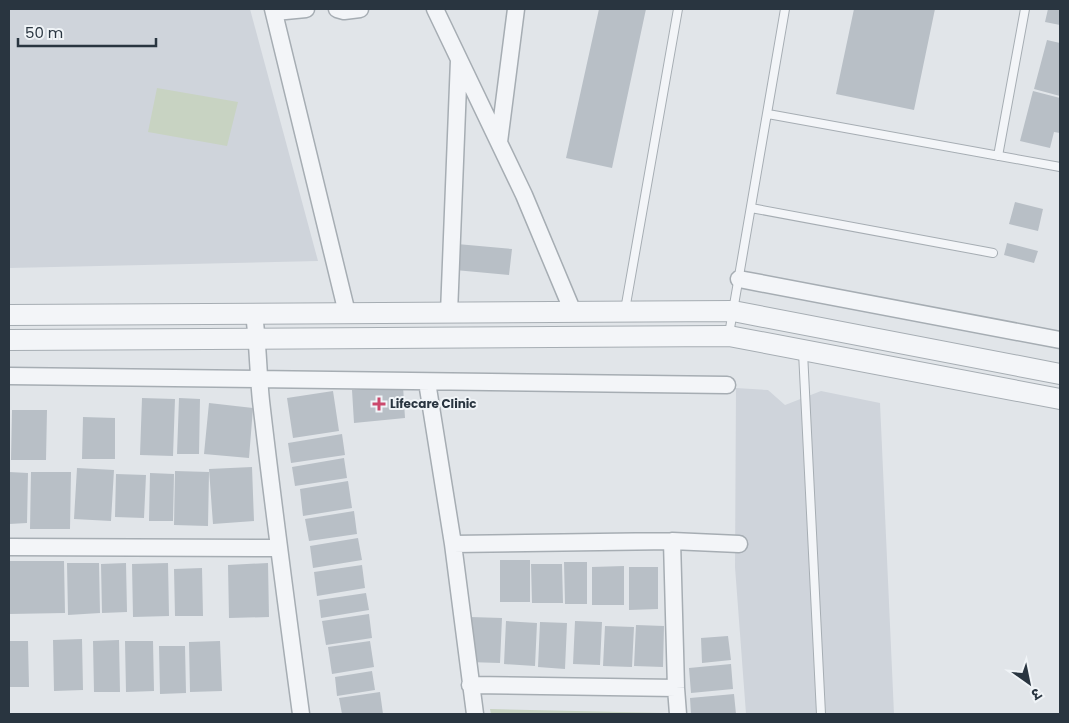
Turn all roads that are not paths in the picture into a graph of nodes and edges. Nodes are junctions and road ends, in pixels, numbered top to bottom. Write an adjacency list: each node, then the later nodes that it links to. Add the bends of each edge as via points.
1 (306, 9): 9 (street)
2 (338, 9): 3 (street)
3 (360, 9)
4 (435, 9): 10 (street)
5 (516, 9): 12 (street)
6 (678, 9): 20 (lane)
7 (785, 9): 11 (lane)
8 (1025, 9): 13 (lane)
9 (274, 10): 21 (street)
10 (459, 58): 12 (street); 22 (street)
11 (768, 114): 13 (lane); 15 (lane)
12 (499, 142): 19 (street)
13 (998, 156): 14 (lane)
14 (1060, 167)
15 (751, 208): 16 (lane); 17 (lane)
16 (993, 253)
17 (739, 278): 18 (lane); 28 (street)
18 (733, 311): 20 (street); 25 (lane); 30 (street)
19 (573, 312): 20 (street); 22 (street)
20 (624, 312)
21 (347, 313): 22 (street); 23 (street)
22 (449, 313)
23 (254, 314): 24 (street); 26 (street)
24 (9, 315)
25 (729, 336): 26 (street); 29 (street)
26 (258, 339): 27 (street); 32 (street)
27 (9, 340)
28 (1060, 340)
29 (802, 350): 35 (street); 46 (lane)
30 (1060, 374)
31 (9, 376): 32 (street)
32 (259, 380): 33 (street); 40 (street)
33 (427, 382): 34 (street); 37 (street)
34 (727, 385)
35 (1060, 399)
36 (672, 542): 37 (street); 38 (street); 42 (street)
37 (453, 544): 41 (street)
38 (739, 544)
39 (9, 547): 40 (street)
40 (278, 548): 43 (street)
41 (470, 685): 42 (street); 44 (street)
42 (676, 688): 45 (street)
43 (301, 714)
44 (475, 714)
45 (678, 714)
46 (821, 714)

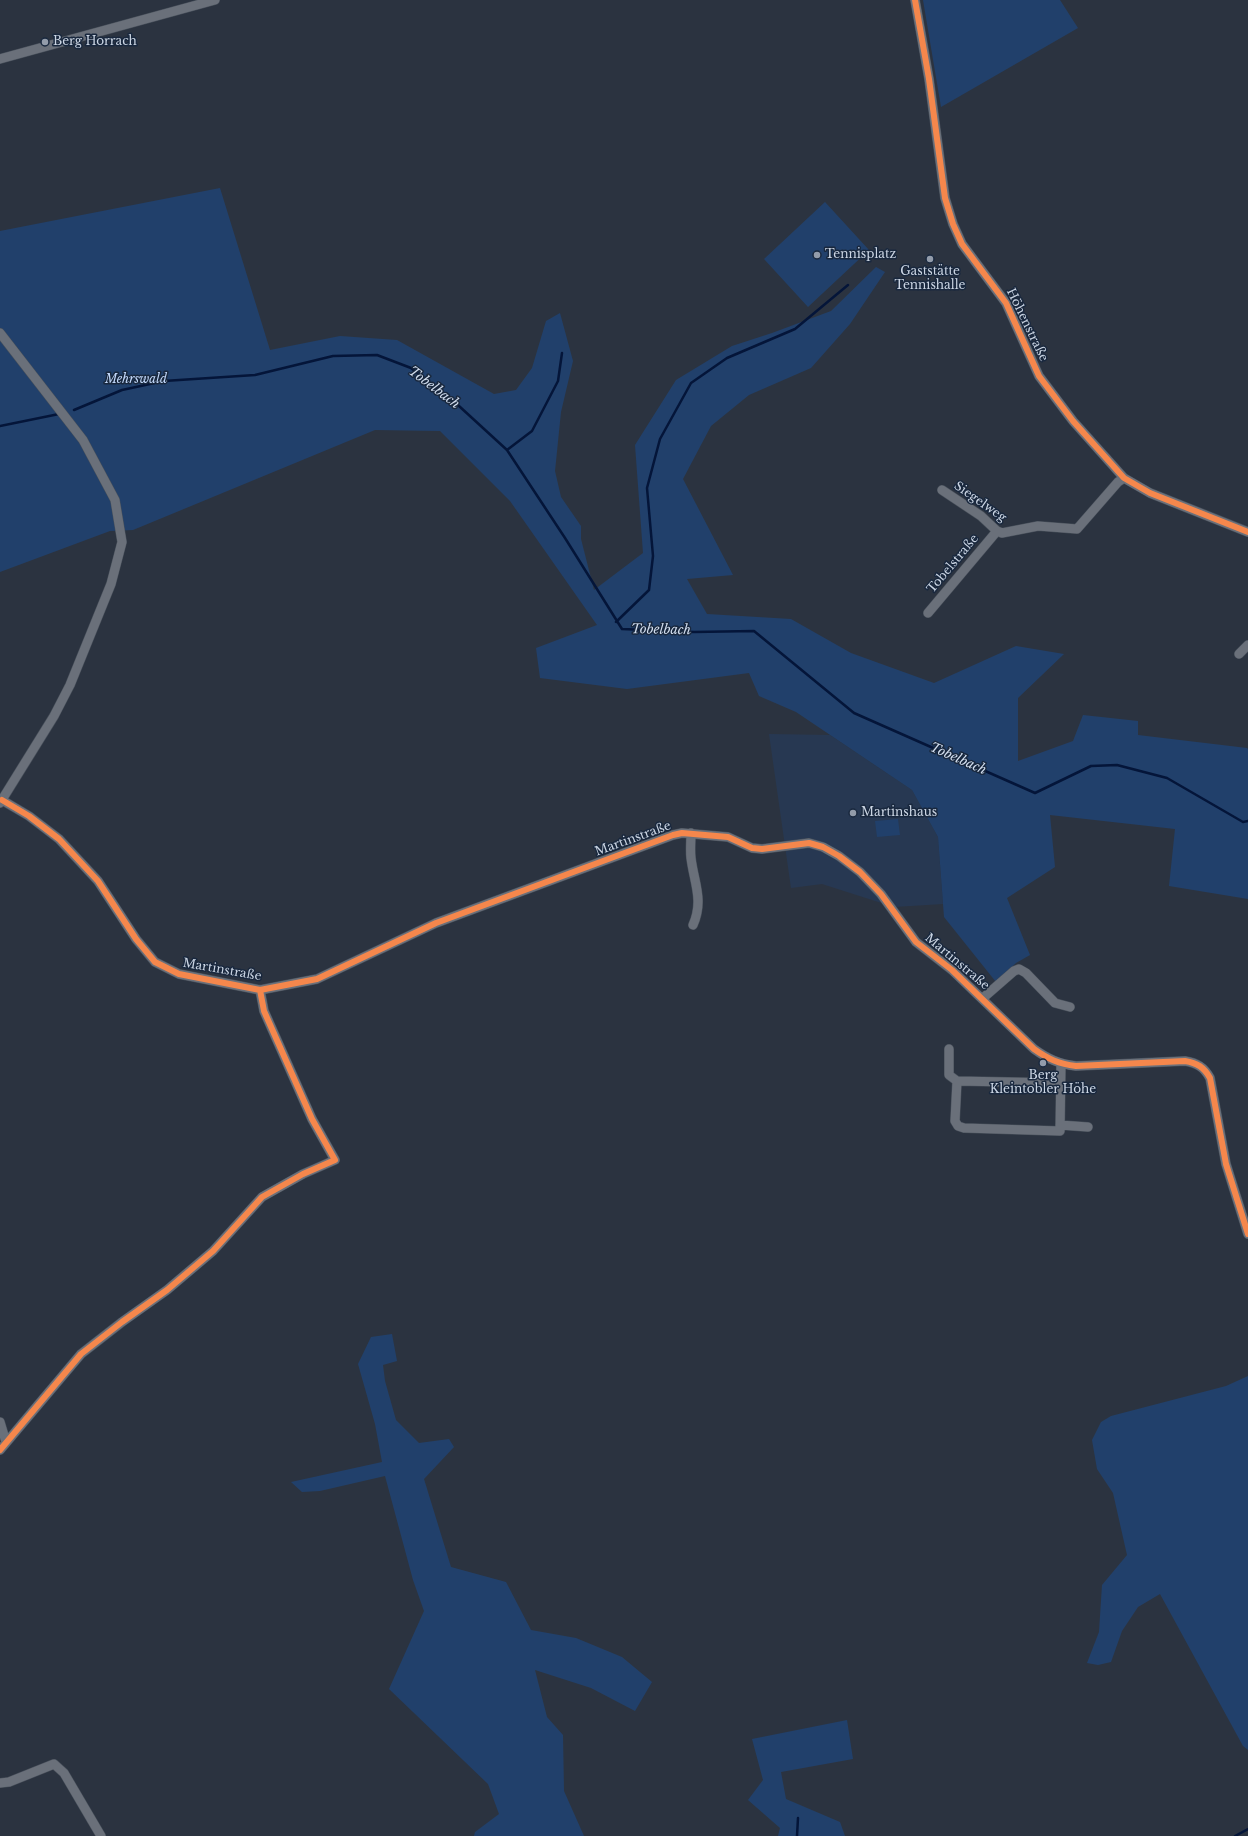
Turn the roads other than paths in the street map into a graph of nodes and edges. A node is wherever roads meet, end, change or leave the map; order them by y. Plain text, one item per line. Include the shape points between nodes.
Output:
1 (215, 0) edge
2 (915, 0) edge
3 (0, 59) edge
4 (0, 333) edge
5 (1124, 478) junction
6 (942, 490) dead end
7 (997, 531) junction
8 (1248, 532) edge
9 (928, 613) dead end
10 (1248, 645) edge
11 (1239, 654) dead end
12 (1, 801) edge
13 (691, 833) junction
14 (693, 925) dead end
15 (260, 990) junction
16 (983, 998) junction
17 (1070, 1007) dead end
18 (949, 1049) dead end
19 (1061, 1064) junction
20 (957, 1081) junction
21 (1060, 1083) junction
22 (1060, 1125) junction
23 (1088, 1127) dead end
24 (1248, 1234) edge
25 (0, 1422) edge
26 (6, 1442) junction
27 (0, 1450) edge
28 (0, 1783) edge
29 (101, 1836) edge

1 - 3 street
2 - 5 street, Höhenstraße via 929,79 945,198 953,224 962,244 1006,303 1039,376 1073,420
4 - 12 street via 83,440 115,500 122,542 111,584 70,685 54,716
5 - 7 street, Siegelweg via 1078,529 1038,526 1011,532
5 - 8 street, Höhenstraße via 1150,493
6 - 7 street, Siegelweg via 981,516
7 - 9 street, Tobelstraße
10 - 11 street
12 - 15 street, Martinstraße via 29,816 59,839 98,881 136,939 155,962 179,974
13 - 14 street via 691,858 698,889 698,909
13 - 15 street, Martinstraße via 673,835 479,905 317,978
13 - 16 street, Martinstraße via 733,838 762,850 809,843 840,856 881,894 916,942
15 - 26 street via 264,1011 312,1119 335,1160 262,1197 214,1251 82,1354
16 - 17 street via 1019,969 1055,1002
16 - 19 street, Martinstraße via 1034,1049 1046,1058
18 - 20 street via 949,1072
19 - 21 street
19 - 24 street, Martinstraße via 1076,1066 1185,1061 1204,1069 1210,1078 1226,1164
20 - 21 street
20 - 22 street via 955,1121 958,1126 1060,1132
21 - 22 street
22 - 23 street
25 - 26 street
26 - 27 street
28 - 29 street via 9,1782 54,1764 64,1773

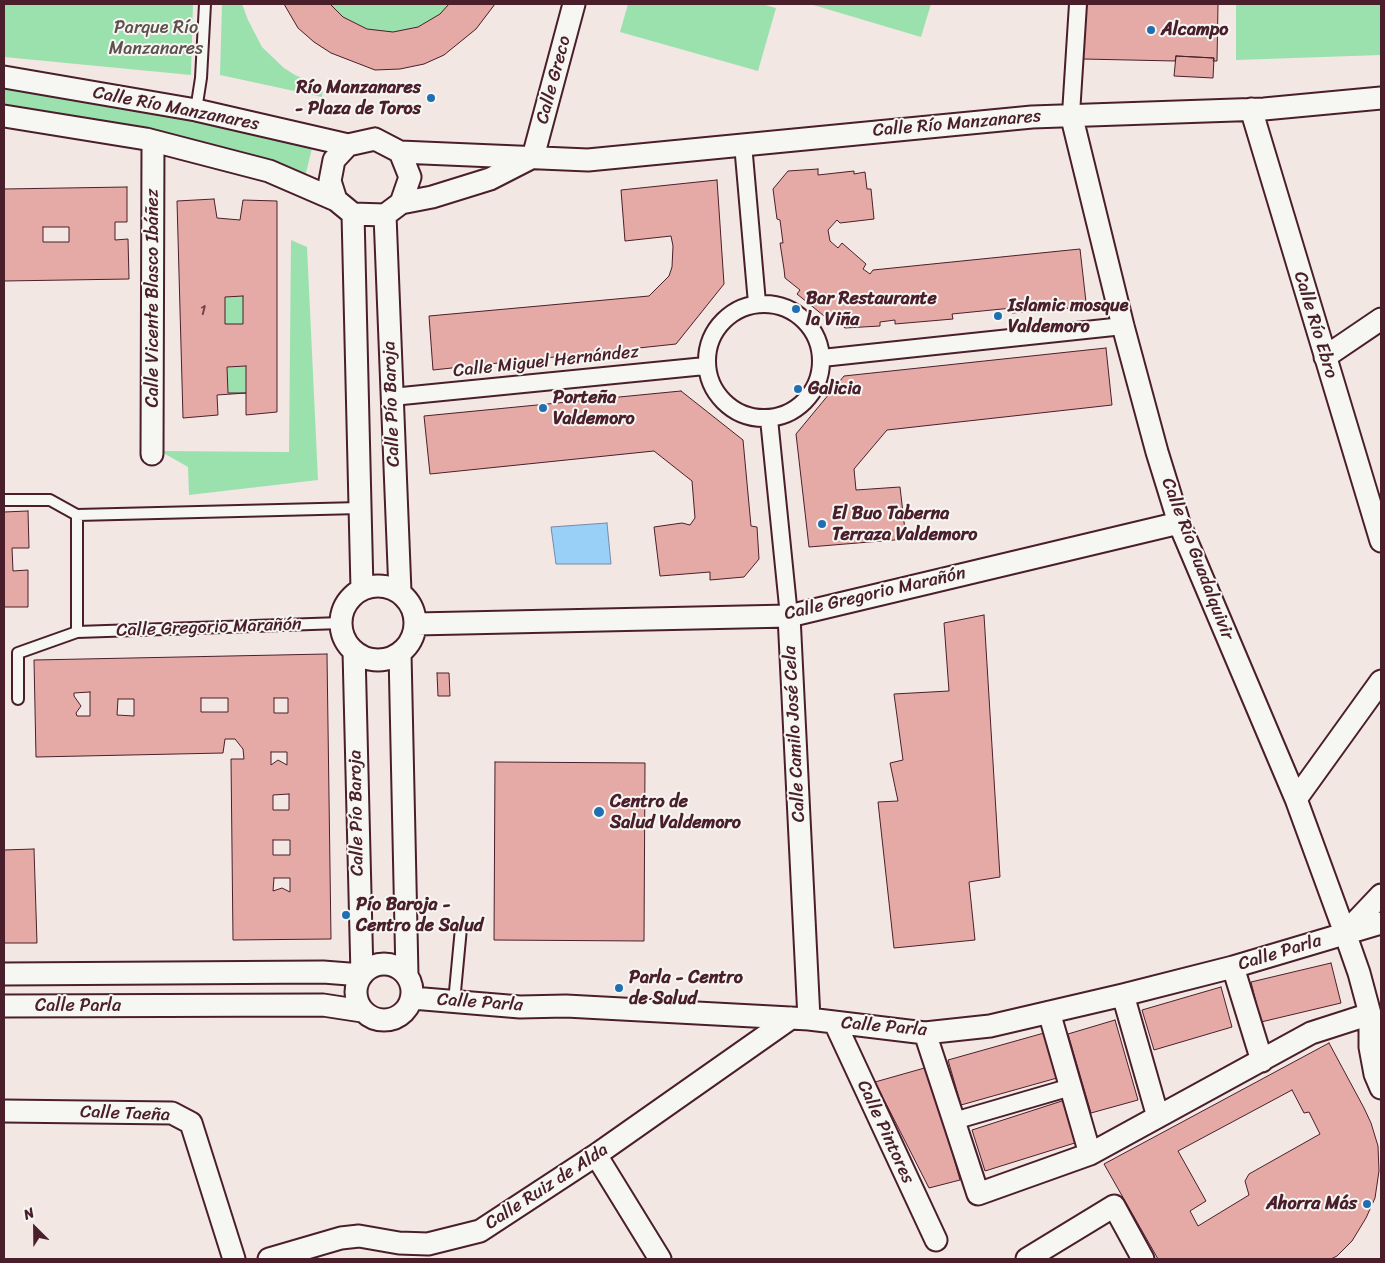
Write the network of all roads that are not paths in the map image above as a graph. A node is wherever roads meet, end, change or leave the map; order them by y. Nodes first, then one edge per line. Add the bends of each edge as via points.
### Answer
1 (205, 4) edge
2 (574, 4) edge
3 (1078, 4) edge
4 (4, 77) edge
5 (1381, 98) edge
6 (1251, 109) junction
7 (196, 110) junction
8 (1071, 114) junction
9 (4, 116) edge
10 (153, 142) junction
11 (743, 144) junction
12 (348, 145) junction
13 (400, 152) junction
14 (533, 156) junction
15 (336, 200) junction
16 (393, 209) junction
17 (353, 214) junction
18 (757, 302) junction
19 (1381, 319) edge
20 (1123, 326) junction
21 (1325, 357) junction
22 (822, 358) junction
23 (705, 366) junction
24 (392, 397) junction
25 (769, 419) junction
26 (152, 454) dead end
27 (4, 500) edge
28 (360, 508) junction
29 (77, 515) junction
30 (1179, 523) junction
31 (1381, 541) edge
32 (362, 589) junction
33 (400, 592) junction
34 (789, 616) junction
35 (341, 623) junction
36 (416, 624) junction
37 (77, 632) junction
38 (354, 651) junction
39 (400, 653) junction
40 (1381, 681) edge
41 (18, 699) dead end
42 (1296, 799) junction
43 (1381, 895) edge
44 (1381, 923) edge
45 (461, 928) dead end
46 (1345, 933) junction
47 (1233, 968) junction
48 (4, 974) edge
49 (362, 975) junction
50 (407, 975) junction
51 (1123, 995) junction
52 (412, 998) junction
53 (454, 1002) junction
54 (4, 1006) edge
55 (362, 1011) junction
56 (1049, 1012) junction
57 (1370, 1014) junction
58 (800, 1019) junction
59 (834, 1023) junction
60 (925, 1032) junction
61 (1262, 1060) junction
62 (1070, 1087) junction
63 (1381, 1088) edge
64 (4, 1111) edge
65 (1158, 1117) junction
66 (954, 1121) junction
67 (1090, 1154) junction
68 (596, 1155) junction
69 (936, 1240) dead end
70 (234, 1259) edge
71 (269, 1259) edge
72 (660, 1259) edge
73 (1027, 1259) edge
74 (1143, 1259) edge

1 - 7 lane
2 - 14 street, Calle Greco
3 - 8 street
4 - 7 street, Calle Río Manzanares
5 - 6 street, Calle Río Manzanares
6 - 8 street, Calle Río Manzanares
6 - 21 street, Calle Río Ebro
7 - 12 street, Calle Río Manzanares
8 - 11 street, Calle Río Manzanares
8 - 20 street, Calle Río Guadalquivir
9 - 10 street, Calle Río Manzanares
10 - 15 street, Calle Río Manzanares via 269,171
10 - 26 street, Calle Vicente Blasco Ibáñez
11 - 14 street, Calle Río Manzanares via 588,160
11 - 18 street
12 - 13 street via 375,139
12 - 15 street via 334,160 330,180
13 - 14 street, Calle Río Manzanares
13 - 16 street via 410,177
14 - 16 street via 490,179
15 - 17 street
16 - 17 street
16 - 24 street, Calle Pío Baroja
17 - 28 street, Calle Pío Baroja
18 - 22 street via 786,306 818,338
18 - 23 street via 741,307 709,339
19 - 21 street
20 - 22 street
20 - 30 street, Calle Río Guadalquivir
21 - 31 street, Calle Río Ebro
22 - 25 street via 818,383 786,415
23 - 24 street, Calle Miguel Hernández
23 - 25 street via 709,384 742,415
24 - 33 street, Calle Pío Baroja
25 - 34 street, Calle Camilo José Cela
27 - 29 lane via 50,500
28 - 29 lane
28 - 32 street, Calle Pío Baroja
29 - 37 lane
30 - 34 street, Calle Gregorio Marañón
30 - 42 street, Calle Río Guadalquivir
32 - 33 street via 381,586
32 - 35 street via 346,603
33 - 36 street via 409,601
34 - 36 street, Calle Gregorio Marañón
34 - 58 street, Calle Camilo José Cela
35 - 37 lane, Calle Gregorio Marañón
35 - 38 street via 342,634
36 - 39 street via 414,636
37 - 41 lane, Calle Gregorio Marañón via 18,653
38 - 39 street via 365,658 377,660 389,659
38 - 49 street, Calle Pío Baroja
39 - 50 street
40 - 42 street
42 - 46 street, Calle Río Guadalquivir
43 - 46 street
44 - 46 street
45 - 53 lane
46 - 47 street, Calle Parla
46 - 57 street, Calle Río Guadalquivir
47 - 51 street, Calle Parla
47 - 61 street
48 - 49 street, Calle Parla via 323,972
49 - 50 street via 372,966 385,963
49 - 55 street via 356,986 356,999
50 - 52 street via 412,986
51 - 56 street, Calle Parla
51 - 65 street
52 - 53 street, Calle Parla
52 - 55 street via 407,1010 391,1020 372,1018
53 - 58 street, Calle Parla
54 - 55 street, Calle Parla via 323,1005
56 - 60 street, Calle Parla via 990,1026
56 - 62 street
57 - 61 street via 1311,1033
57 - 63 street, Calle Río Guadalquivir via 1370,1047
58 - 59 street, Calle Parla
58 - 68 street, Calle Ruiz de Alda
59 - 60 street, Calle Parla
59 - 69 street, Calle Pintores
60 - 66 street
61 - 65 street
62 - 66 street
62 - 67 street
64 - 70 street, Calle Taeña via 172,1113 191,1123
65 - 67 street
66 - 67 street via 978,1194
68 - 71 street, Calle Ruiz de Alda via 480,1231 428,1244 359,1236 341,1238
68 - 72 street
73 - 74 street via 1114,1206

Your goal – Search the material for lines holding the word "Guadalquivir", then say how many there are and nothing more.

Task answer – 6